If I remember correctly about 10 yrs ago somebody was advertising a sheet of plastic that would make your TV into a big screen somehow. But Thats all I remember good luck


----------



## purple headband (Jun 6, 2010)

> A plastic lens like they use on opaque projectors might work
> 
> Google Plastic Magnifying Lenses and/or film also try fresnel lens
> 
> If I remember correctly about 10 yrs ago somebody was advertising a sheet of plastic that would make your TV into a big screen somehow. But Thats all I remember good luck


I did some research on google and I found the TV enlarger  thing you were talking about (you were right, fresnel lenses), thats crazy! I might try to buy the cheapest one of those I can find or else I'll get a smaller sheet magnifyer like stupidclown had suggested.

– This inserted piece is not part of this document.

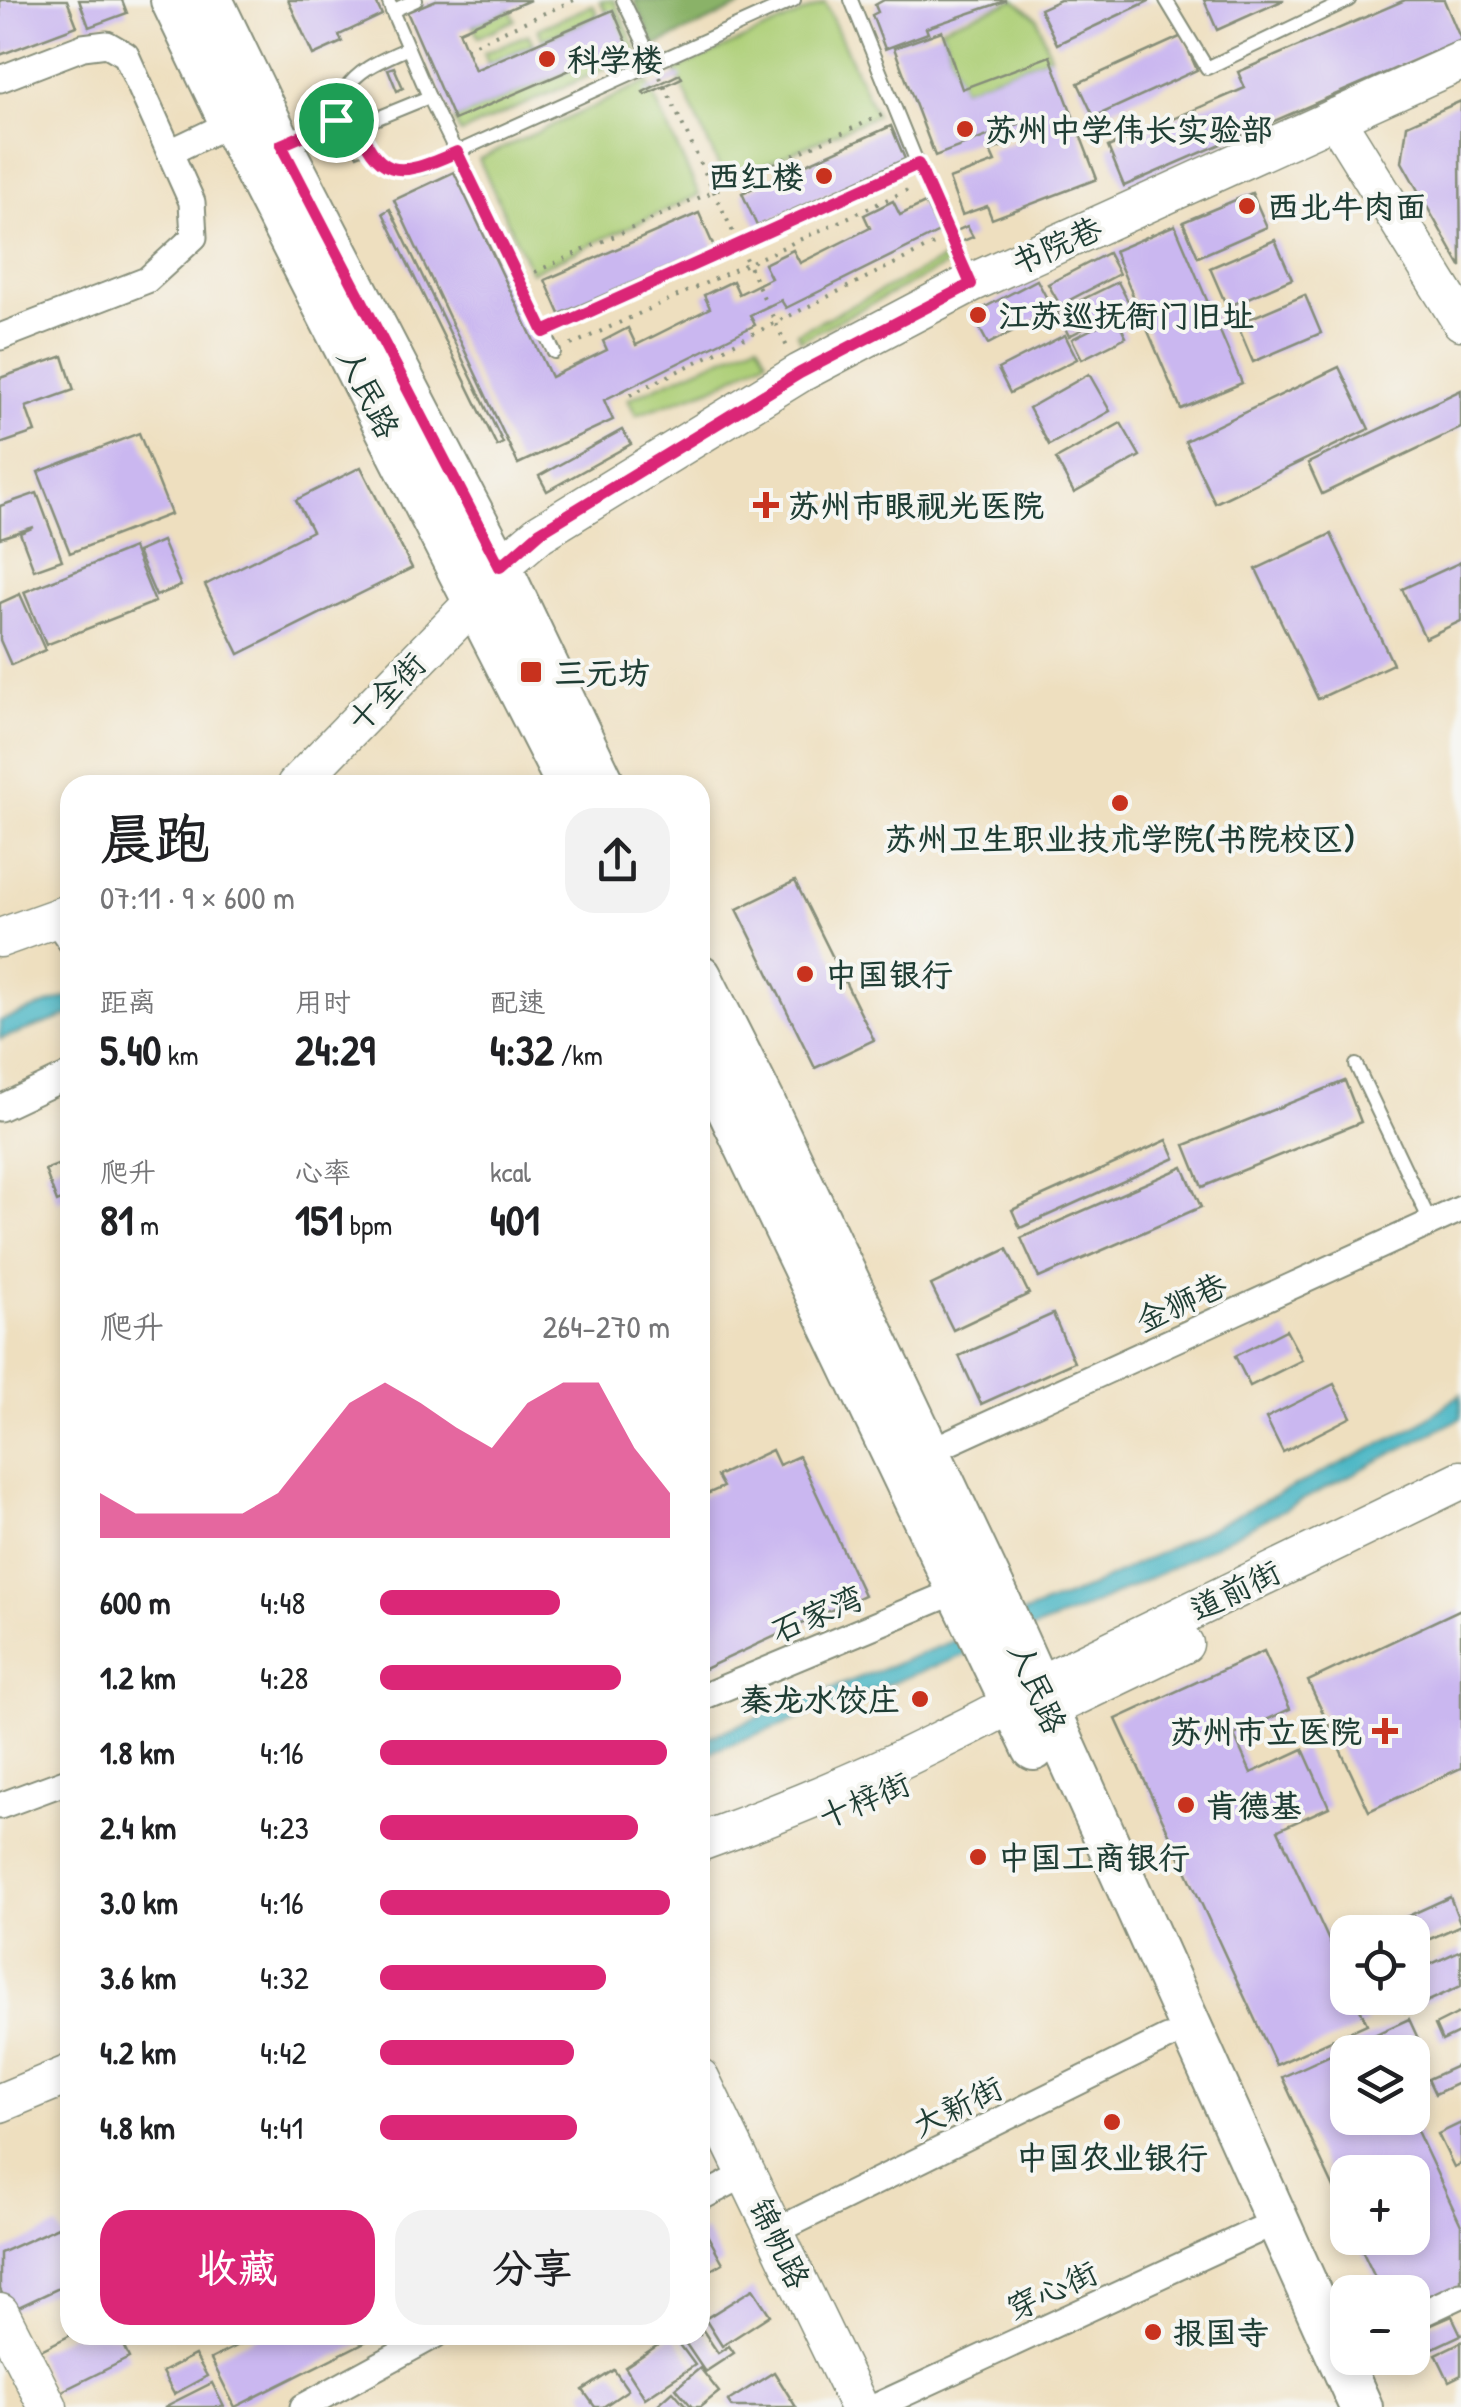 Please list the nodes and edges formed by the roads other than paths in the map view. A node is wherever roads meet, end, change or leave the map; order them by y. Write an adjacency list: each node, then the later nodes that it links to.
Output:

what I think I'm going to do is ill set this up in a way so I can raise and lower it pretty easily, I have a couple plants both just a couple weeks into vegging so I'll try it on one and hope for success


edit: so I found a place to buy them online! I'm new here and I don't really know rules about links and whatnot but anyways here it is 
http://www.3dlens.com/shop/largefresnellens.php

so I'm going to buy one and hope for the best


----------



## deflator (Jun 6, 2010)

It will not work, what do you think reflectors and mylar are for? SPREADING the light, not concentrating it...

You will bleach all chlorophyll from parts of the plant that you use a beam on if it is too powerful. And you'll be wasting the rest of the leaf surface area it is not shining on.


----------



## Stoned Jack Bauer (Jun 6, 2010)

dont forget the old magnifying lens and ant thing if yo magnify sunlight it has the intensity to scorch things


----------



## Osiris8605 (Jun 6, 2010)

That sir, is a pretty clever idea, I like it... maybe mirrors or something of the sort could be used.... Aluminum or something would probably be better as mirrors absorb some light


----------



## Immature587 (Jun 6, 2010)

deflator said:


> It will not work, what do you think reflectors and mylar are for? SPREADING the light, not concentrating it...
> 
> You will bleach all chlorophyll from parts of the plant that you use a beam on if it is too powerful. And you'll be wasting the rest of the leaf surface area it is not shining on.


100% correct. the point of reflectors is to spread light without any "hot spots". you on the other hand a trying to create a big one on purpose.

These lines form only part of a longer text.